Your assignment >> Print the data exactly, leaving nothing out.

>>>>

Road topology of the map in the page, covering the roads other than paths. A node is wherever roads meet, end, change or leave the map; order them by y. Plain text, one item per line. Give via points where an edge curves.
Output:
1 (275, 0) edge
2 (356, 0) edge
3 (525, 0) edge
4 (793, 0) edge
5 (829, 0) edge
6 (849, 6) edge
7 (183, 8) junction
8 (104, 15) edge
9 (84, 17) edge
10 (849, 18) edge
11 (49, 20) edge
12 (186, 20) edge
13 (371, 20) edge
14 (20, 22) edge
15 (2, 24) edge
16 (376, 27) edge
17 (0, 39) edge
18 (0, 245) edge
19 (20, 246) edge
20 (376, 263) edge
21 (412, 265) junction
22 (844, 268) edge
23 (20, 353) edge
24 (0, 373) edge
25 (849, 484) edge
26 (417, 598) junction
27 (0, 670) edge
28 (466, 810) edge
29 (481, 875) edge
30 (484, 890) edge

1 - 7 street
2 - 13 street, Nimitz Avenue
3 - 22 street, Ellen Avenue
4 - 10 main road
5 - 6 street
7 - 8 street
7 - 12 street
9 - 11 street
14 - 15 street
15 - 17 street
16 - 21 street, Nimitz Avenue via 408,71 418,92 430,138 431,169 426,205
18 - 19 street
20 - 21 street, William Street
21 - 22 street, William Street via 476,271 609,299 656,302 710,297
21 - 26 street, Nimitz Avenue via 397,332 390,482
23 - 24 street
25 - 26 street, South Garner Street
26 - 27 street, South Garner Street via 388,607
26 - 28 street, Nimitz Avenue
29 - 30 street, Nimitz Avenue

<<<<

Written reply >>
Road topology of the map in the page, covering the roads other than paths. A node is wherever roads meet, end, change or leave the map; order them by y. Plain text, one item per line. Give via points where an edge curves.
Output:
1 (275, 0) edge
2 (356, 0) edge
3 (525, 0) edge
4 (793, 0) edge
5 (829, 0) edge
6 (849, 6) edge
7 (183, 8) junction
8 (104, 15) edge
9 (84, 17) edge
10 (849, 18) edge
11 (49, 20) edge
12 (186, 20) edge
13 (371, 20) edge
14 (20, 22) edge
15 (2, 24) edge
16 (376, 27) edge
17 (0, 39) edge
18 (0, 245) edge
19 (20, 246) edge
20 (376, 263) edge
21 (412, 265) junction
22 (844, 268) edge
23 (20, 353) edge
24 (0, 373) edge
25 (849, 484) edge
26 (417, 598) junction
27 (0, 670) edge
28 (466, 810) edge
29 (481, 875) edge
30 (484, 890) edge

1 - 7 street
2 - 13 street, Nimitz Avenue
3 - 22 street, Ellen Avenue
4 - 10 main road
5 - 6 street
7 - 8 street
7 - 12 street
9 - 11 street
14 - 15 street
15 - 17 street
16 - 21 street, Nimitz Avenue via 408,71 418,92 430,138 431,169 426,205
18 - 19 street
20 - 21 street, William Street
21 - 22 street, William Street via 476,271 609,299 656,302 710,297
21 - 26 street, Nimitz Avenue via 397,332 390,482
23 - 24 street
25 - 26 street, South Garner Street
26 - 27 street, South Garner Street via 388,607
26 - 28 street, Nimitz Avenue
29 - 30 street, Nimitz Avenue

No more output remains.